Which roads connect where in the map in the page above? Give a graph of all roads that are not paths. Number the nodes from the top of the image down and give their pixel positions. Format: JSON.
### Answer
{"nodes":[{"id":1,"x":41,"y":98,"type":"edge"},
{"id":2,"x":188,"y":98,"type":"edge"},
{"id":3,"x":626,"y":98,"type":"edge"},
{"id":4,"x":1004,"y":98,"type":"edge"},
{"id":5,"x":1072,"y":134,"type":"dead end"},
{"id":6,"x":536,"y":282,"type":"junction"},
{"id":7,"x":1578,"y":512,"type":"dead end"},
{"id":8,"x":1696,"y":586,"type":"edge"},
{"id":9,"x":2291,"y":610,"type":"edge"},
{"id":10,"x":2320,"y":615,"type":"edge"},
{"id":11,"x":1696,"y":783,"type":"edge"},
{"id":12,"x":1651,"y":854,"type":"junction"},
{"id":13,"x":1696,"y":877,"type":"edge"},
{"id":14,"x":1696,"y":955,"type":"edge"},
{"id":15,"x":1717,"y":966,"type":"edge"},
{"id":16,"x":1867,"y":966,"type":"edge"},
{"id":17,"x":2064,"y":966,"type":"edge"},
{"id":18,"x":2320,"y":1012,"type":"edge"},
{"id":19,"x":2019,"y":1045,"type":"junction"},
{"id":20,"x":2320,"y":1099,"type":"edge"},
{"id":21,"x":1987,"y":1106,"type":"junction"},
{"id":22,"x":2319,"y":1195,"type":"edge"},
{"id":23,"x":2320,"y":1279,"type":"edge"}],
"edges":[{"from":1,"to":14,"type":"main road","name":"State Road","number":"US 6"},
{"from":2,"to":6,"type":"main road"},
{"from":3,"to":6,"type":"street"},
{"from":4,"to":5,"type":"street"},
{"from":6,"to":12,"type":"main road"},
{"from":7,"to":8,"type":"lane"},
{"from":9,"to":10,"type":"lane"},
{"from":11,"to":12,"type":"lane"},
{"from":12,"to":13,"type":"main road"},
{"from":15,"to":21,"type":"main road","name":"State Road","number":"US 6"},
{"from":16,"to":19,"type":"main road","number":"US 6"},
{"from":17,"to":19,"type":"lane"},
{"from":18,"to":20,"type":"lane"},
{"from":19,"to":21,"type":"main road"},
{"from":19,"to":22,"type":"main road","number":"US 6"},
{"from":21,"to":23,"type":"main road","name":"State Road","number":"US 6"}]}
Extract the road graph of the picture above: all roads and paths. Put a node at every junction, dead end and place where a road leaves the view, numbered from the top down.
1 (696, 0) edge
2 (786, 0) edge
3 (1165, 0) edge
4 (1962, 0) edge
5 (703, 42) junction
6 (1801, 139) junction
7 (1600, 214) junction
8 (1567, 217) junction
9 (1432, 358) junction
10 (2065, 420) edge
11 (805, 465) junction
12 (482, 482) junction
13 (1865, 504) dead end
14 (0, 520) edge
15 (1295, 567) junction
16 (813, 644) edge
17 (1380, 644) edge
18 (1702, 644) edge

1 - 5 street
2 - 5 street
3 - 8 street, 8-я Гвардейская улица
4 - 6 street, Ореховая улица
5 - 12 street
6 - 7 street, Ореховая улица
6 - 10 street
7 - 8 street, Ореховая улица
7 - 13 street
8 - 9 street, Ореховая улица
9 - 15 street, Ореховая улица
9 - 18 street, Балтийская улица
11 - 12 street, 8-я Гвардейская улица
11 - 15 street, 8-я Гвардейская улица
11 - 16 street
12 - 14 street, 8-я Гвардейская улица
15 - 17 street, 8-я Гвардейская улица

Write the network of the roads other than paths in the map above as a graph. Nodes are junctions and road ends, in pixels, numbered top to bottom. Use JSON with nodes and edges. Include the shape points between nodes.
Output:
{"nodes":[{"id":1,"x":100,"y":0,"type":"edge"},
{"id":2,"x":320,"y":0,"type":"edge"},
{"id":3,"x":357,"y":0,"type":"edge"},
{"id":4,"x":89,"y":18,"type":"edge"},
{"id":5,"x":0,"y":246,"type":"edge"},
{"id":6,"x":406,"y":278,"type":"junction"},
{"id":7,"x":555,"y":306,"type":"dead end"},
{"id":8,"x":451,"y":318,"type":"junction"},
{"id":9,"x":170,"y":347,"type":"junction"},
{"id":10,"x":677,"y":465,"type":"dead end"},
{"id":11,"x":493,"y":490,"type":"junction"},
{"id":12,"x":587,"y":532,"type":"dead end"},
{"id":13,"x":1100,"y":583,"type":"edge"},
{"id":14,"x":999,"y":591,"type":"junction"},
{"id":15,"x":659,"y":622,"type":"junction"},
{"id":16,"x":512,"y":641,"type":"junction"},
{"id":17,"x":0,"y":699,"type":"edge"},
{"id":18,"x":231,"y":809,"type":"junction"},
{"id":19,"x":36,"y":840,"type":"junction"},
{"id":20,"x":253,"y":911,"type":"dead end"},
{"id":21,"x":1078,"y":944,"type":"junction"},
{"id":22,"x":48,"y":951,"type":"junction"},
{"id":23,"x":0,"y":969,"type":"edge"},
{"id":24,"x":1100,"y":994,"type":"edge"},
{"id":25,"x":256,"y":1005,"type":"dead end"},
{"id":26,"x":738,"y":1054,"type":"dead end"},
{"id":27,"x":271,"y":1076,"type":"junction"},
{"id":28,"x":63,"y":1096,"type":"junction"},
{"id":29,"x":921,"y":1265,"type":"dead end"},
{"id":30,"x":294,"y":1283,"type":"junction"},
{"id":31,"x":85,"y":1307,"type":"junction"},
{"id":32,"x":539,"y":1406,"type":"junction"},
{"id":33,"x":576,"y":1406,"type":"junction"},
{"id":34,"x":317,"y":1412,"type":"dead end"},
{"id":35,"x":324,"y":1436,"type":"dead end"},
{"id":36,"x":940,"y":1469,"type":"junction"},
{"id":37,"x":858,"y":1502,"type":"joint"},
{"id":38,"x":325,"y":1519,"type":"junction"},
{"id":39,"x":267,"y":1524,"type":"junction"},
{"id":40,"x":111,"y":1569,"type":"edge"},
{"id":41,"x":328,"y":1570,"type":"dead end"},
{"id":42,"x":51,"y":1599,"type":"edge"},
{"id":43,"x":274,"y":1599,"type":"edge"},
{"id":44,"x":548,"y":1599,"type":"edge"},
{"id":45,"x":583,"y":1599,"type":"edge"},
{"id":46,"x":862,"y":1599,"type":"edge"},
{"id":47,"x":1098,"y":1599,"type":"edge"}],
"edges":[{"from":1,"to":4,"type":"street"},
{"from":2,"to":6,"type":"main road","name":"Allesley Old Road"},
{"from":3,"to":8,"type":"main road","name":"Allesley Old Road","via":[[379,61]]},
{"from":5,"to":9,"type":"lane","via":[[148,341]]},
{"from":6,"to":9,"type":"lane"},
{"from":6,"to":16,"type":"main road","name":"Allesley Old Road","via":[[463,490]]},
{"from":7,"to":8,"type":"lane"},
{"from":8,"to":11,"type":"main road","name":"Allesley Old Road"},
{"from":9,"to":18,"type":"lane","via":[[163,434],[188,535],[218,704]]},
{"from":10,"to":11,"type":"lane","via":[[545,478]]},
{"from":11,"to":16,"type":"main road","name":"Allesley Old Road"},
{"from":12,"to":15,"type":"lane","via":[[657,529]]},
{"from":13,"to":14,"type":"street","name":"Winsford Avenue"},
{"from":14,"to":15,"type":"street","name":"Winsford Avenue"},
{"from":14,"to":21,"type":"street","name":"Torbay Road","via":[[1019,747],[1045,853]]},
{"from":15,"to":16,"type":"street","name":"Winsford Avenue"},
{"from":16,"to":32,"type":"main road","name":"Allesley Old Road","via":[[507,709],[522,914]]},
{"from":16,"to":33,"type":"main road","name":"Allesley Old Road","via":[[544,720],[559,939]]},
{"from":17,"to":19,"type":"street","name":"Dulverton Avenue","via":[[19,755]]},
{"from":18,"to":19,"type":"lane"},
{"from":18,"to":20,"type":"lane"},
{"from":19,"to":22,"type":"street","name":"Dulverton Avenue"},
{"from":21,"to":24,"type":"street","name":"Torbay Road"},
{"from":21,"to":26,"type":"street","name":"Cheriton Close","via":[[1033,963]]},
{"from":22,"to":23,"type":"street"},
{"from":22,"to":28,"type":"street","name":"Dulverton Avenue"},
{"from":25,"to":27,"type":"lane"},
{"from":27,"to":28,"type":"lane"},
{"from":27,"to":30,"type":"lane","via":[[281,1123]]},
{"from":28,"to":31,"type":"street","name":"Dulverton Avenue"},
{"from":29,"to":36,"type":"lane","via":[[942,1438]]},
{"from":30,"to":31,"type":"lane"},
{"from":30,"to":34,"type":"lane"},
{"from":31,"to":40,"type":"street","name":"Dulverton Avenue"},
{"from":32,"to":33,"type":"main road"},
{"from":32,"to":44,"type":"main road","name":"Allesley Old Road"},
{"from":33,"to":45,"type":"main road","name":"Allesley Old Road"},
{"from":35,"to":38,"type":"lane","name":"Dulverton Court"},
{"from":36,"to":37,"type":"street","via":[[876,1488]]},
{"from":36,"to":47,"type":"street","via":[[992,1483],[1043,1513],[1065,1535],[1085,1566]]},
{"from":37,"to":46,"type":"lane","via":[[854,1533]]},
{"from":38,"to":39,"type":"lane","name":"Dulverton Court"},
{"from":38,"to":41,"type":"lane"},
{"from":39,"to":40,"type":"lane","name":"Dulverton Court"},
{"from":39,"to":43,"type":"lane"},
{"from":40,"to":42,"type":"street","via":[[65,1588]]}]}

--- Required work ---
What you return must be the lines above that run from the line with "Extract the road" to the line with "Write the network", inclusive, each copied exactly.

--- Exercise response ---
Extract the road graph of the picture above: all roads and paths. Put a node at every junction, dead end and place where a road leaves the view, numbered from the top down.
1 (696, 0) edge
2 (786, 0) edge
3 (1165, 0) edge
4 (1962, 0) edge
5 (703, 42) junction
6 (1801, 139) junction
7 (1600, 214) junction
8 (1567, 217) junction
9 (1432, 358) junction
10 (2065, 420) edge
11 (805, 465) junction
12 (482, 482) junction
13 (1865, 504) dead end
14 (0, 520) edge
15 (1295, 567) junction
16 (813, 644) edge
17 (1380, 644) edge
18 (1702, 644) edge

1 - 5 street
2 - 5 street
3 - 8 street, 8-я Гвардейская улица
4 - 6 street, Ореховая улица
5 - 12 street
6 - 7 street, Ореховая улица
6 - 10 street
7 - 8 street, Ореховая улица
7 - 13 street
8 - 9 street, Ореховая улица
9 - 15 street, Ореховая улица
9 - 18 street, Балтийская улица
11 - 12 street, 8-я Гвардейская улица
11 - 15 street, 8-я Гвардейская улица
11 - 16 street
12 - 14 street, 8-я Гвардейская улица
15 - 17 street, 8-я Гвардейская улица

Write the network of the roads other than paths in the map above as a graph. Nodes are junctions and road ends, in pixels, numbered top to bottom. Use JSON with nodes and edges. Include the shape points between nodes.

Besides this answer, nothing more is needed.